For today’s Republican Party, it might be time to go back to the future…and become a little more like Ike. “

-Kasey S. Pipes

http://www.riponsociety.org/forum109d.htm

 

My fellow Republicans,

I would argue that the greatest Republican Presidents of our modern GOP were Dwight Eisenhower, Richard Nixon, Ronald Reagan, and George H.W. Bush. Indeed, there seems to be a legacy connecting the four of them beyond simply GOP membership.

Of the four, it should be remembered that Nixon and Reagan- though undoubtedly the more effective, and the ones leaving the greater legacy- were able to do what they did because they successfully energized the rising populist wing of the Republican Party, and thus the principles they espoused were distorted by the passing rumblings of a Jacksonian people. These men should be remembered for their craft- not for their words.

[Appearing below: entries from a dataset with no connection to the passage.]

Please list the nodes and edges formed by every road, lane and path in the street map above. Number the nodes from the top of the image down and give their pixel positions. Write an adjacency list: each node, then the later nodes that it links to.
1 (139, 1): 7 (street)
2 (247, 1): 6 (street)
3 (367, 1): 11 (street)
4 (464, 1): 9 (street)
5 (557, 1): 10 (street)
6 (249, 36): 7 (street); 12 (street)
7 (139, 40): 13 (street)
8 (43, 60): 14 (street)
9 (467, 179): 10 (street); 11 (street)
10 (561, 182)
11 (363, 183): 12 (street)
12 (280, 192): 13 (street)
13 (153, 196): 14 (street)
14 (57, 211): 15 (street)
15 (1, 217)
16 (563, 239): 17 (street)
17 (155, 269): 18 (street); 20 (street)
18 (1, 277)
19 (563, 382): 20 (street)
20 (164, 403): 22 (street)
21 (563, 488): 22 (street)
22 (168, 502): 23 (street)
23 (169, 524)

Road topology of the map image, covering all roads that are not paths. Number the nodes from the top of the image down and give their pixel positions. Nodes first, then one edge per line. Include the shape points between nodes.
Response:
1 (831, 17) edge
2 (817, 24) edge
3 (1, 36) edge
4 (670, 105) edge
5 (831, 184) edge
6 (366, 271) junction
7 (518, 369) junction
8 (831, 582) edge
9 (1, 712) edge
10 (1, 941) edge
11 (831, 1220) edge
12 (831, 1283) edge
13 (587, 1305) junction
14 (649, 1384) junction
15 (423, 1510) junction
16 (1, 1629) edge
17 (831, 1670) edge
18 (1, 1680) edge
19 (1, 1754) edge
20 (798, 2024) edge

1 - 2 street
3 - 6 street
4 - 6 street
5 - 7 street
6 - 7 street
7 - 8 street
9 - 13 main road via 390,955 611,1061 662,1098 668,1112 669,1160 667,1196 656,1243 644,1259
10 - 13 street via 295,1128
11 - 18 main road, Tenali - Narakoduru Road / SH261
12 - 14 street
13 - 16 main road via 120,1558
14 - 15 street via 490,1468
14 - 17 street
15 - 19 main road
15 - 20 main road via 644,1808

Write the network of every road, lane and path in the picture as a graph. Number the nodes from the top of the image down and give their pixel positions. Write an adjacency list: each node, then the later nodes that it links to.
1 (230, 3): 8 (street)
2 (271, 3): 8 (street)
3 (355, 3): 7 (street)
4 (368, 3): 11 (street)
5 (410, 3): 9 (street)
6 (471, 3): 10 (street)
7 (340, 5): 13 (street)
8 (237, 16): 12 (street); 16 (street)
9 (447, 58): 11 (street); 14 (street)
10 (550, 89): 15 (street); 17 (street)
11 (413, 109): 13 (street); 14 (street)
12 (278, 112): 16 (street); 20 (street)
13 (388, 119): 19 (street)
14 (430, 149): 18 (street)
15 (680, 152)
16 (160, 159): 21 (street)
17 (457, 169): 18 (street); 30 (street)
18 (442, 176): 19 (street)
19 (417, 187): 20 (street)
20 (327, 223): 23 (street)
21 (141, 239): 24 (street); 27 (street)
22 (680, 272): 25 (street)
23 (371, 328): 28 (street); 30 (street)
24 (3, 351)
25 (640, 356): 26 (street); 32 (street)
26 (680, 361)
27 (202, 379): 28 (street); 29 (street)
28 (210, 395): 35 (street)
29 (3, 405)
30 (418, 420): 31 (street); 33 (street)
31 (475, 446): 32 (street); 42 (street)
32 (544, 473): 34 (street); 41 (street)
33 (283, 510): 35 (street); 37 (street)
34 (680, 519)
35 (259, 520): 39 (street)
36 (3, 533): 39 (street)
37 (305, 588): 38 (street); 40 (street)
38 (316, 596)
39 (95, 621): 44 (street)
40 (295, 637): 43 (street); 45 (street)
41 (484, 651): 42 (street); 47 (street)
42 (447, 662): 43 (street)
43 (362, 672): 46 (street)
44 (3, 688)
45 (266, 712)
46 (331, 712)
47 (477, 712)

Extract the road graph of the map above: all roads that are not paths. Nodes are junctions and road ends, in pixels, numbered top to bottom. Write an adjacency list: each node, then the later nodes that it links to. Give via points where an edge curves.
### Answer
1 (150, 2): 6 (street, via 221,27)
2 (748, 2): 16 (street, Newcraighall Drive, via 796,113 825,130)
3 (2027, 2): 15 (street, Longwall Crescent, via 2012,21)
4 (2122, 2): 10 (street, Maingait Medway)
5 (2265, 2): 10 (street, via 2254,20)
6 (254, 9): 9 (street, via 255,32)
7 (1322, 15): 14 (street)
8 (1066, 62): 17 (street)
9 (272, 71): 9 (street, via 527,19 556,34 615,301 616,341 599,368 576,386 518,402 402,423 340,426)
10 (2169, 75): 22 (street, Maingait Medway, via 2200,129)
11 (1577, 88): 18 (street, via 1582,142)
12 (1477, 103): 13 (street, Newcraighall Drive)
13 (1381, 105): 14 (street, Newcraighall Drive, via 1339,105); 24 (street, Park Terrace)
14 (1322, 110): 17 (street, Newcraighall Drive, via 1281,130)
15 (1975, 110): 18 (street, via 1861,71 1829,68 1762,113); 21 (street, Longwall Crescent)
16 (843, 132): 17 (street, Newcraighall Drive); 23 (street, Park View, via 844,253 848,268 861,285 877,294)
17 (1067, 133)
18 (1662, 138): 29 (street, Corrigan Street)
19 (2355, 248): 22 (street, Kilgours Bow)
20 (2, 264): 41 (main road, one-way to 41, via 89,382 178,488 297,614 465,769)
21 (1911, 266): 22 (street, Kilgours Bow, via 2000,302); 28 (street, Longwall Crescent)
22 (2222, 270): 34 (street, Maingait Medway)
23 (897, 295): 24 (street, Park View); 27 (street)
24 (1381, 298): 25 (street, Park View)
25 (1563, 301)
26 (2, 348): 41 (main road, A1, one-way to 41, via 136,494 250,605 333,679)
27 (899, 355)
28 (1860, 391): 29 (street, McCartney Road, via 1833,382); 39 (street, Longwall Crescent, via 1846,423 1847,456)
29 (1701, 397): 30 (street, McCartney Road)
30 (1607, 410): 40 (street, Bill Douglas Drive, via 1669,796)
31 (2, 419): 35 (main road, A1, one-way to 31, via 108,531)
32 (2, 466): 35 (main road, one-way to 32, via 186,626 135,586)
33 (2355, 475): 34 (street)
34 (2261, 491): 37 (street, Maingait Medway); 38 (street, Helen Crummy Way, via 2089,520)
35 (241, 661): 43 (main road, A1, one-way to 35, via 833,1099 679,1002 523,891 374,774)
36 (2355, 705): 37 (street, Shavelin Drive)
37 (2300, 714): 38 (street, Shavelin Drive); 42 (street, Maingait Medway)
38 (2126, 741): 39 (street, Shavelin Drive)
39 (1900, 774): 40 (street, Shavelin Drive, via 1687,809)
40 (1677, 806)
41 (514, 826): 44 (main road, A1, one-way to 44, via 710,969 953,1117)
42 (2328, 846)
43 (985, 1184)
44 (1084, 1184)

But as it is harder to emulate craft than it is to emulate words, if we must define ourselves by the quotations of great men long gone, then let us emulate the words of Eisenhower and Bush Sr. Moderate and principled, reasonable and pragmatic, true Washingtonian statesmen (rather than great Californian movement-surfers,) the principles they enshrined in their words were more tenable and accessible than the easily malleable and misinterpretable words of the other two greats.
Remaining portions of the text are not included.